§ **DATA FOR THIS EXERCISE**:
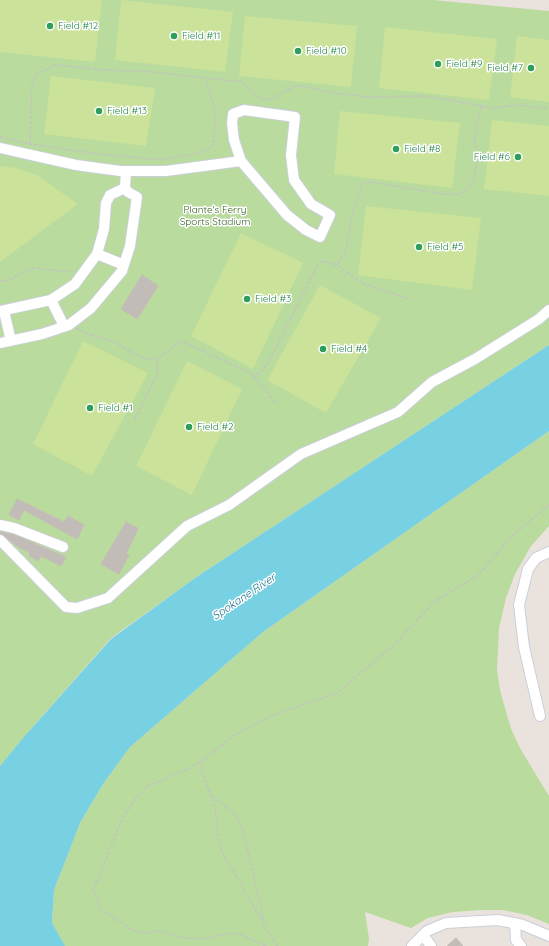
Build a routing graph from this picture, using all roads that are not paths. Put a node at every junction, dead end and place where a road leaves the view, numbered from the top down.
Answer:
1 (0, 148) edge
2 (241, 161) junction
3 (126, 172) junction
4 (125, 188) junction
5 (97, 254) junction
6 (124, 265) junction
7 (51, 300) junction
8 (549, 310) edge
9 (2, 311) edge
10 (68, 324) junction
11 (11, 341) junction
12 (0, 343) edge
13 (0, 525) edge
14 (0, 540) edge
15 (63, 547) dead end
16 (549, 552) edge
17 (540, 716) dead end
18 (514, 923) junction
19 (423, 935) junction
20 (549, 936) edge
21 (412, 946) edge
22 (431, 946) edge
23 (521, 946) edge

1 - 3 street
2 - 2 street
2 - 3 street
3 - 4 street
4 - 5 street
4 - 6 street
5 - 6 street
5 - 7 street
6 - 10 street
7 - 9 street
7 - 10 street
8 - 14 street
9 - 11 street
10 - 11 street
11 - 12 street
13 - 15 street
16 - 17 street
18 - 19 street
18 - 20 street
18 - 23 street
19 - 21 street
19 - 22 street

§ **EXERCISE REQUIREMENTS**: Transcribe the records above exactly, skipping pictures.

§ **OUTPUT OF THE TASK**:
Build a routing graph from this picture, using all roads that are not paths. Put a node at every junction, dead end and place where a road leaves the view, numbered from the top down.
Answer:
1 (0, 148) edge
2 (241, 161) junction
3 (126, 172) junction
4 (125, 188) junction
5 (97, 254) junction
6 (124, 265) junction
7 (51, 300) junction
8 (549, 310) edge
9 (2, 311) edge
10 (68, 324) junction
11 (11, 341) junction
12 (0, 343) edge
13 (0, 525) edge
14 (0, 540) edge
15 (63, 547) dead end
16 (549, 552) edge
17 (540, 716) dead end
18 (514, 923) junction
19 (423, 935) junction
20 (549, 936) edge
21 (412, 946) edge
22 (431, 946) edge
23 (521, 946) edge

1 - 3 street
2 - 2 street
2 - 3 street
3 - 4 street
4 - 5 street
4 - 6 street
5 - 6 street
5 - 7 street
6 - 10 street
7 - 9 street
7 - 10 street
8 - 14 street
9 - 11 street
10 - 11 street
11 - 12 street
13 - 15 street
16 - 17 street
18 - 19 street
18 - 20 street
18 - 23 street
19 - 21 street
19 - 22 street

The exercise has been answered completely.